Despite the collective understanding of Bond’s sporadic recasting, there have consistently been rumours about where the next star of the series might come from. The Bond speculation industrial complex may have accelerated with the online movie press, but it’s been around longer than that.

For instance, in the long run-up to the 20th Bond film, there was already speculation that it would be Brosnan’s last outing. In this frenzy, The Mirror was among the outlets taken in by online reports about a leaked script titled Final Assignment, which was fairly transparently an elaborate bit of fan fiction being presented as the real deal.

Nevertheless, the paper reported in 2001 that the proposed film would not only send off Brosnan’s Bond, but also follow in the footsteps of Indiana Jones And The Last Crusade and introduce Connery as the hero’s estranged father, a former 007 with a connection to Bond’s current mission. Rumours also suggested Nigel Havers would play the villain, which is an idea that tickles us to no end.

This sort of scuttlebutt was easily debunked long before Die Another Day took shape, but the story did anticipate at least two future elements First, Bond 20 would be Brosnan’s last turn as 007, even though that decision wouldn’t be made until after EON decided to pursue a reboot and make Casino Royale.

Secondly and more relevantly, later films would indeed delve into Bond’s early life – just not until Skyfall and Spectre.

All the time in the world

Without any fanfare for the change of actors, the popular, but ill-informed head-canon about James Bond being a codename for different 007s continues to circulate. We give all credit to Steven Moffat for his observation that it would be a bit corporate for all of these separate Bonds to have the same favourite drink and dead wife, but it took until Skyfall for the series to establish in canon that James Bond (or this version of him, at least) was born as James Bond by visiting his family home and showing us his parents’ graves.

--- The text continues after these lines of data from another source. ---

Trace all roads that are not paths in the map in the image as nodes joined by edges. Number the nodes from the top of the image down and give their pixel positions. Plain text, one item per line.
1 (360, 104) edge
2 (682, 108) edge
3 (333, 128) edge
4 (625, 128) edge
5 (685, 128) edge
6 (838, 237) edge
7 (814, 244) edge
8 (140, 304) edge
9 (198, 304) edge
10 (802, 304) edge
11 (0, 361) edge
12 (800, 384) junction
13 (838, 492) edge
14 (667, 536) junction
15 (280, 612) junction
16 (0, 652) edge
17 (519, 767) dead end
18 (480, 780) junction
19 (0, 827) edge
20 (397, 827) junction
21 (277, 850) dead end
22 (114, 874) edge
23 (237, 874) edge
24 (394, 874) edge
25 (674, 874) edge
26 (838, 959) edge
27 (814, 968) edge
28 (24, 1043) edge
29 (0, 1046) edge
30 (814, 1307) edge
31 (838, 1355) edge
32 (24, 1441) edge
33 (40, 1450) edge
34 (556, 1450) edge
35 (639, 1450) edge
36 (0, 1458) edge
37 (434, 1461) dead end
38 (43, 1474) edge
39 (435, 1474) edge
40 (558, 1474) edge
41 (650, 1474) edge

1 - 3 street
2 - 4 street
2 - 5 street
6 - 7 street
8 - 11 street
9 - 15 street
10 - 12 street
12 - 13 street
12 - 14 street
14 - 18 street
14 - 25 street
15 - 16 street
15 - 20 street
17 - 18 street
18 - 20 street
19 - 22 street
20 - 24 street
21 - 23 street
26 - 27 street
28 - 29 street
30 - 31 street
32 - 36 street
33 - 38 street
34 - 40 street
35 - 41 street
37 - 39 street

Even as written by Ian Fleming, Bond is a cipher of British exceptionalism, a pulp hero whose exploits are designed to reassure their target audience through a period of declining global influence (gosh, it does sound like we need him more than ever when you put it like that). In the movies, he turns up, saves the world, gets the girl, and stays roughly the same for about 40 years. But as played by Craig, he was born, and so eventually, he gets to die too.

It’s worth noting that if Craig had resigned the role after Spectre, the ending of that film would also have been a serviceable end to his arc, (even if the film itself would have been a dismal way to go out). Sending him off with Madeleine, the only other woman who can get him to walk away from his profession after Casino Royale’s Vesper Lynd – that’s already a more fitting finale than any of his predecessors got.

So, when No Time To Die picks up, it makes an epic affair out of reconfiguring the familiar tropes within a logical conclusion for this version of the character. For instance, many Bond movies end with our hero getting off with a lady in a dinghy and it’s absolutely typical for this version of the character that when Craig finally gets his dinghy beat around the midpoint of this film, he’s all alone, right after CIA turncoat Logan Ash has killed Felix and escaped with Obruchev. It’s a sad dinghy, not a sexy dinghy.

Fun and games aside, the film looks to the only available precedent for ending a self-contained version of Bond. For all of the numerous references to On Her Majesty’s Secret Service, it’s not a rehash or a remake. Even without all the new wrinkles, our OHMSS expectations are subverted when the central relationship is tragically ended by Bond’s demise, rather than his love interest’s.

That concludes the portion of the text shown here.